EXERCISE MATERIALS:
▼
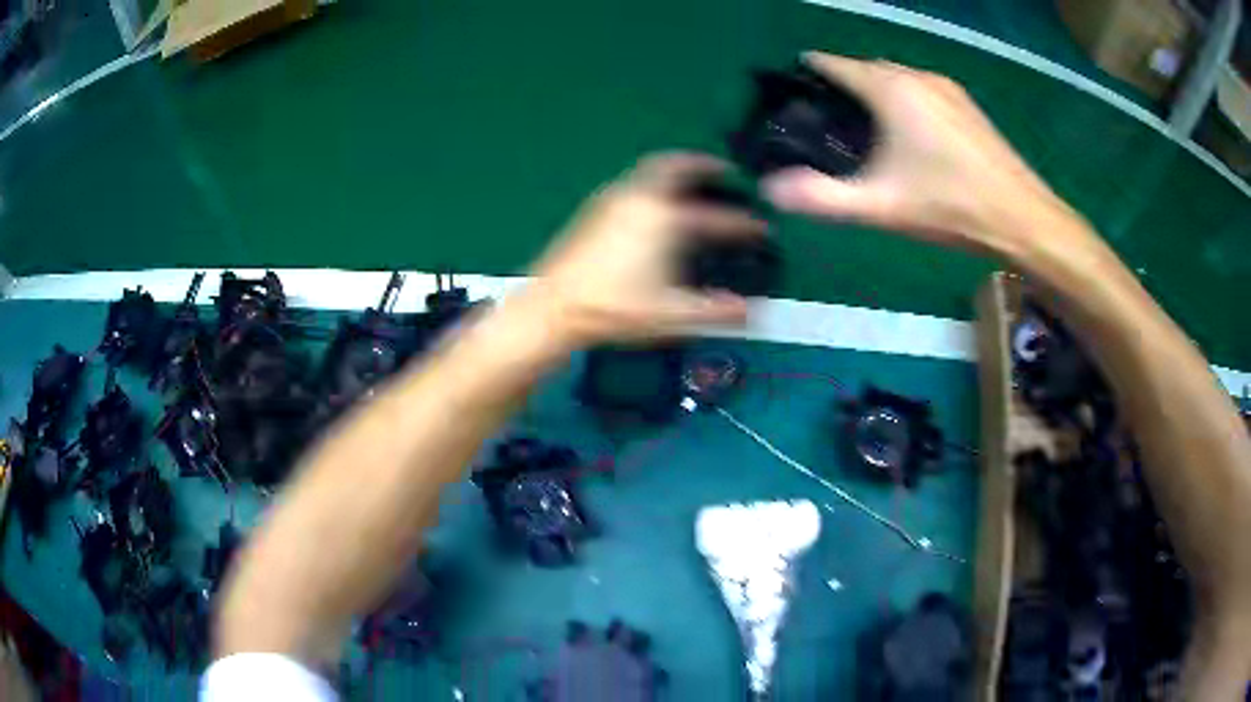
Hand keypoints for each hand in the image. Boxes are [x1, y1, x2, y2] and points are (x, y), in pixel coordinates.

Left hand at [523, 153, 766, 346]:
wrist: (553, 306)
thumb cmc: (615, 309)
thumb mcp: (671, 315)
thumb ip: (716, 312)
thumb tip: (752, 310)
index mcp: (667, 220)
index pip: (718, 219)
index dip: (744, 224)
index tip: (761, 228)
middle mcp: (643, 199)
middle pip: (678, 167)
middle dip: (704, 165)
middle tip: (724, 171)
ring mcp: (616, 200)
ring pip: (652, 170)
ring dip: (677, 169)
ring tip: (693, 180)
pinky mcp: (596, 208)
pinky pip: (634, 181)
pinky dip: (654, 180)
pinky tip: (655, 203)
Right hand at [762, 53, 1081, 255]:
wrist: (1022, 218)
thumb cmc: (951, 207)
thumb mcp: (881, 207)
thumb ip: (821, 198)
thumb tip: (770, 190)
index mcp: (892, 89)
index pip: (836, 63)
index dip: (811, 70)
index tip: (794, 86)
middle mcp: (918, 76)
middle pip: (867, 67)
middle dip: (843, 81)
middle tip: (828, 115)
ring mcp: (947, 88)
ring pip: (897, 76)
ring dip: (876, 88)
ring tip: (865, 123)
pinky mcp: (966, 104)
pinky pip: (922, 87)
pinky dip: (904, 97)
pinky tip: (908, 131)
▲
PROBLEM REQUIREMENTS:
Among the entries above, the line containing "middle mcp: (643, 199)", the line containing "middle tip: (828, 115)", and all lines between them are to be restated word for word; nothing else belongs in the reply.

RESPONSE TO THE EXERCISE:
middle mcp: (643, 199)
middle pip: (678, 167)
middle dip: (704, 165)
middle tip: (724, 171)
ring mcp: (616, 200)
ring pip: (652, 170)
ring dip: (677, 169)
ring tip: (693, 180)
pinky mcp: (596, 208)
pinky pip: (634, 181)
pinky dip: (654, 180)
pinky tip: (655, 203)
Right hand at [762, 53, 1081, 255]:
wrist: (1022, 218)
thumb cmc: (951, 207)
thumb mcp: (881, 207)
thumb ip: (821, 198)
thumb tip: (770, 190)
index mcp: (892, 89)
index pip: (836, 63)
index dip: (811, 70)
index tip: (794, 86)
middle mcp: (918, 76)
middle pip: (867, 67)
middle dip: (843, 81)
middle tip: (828, 115)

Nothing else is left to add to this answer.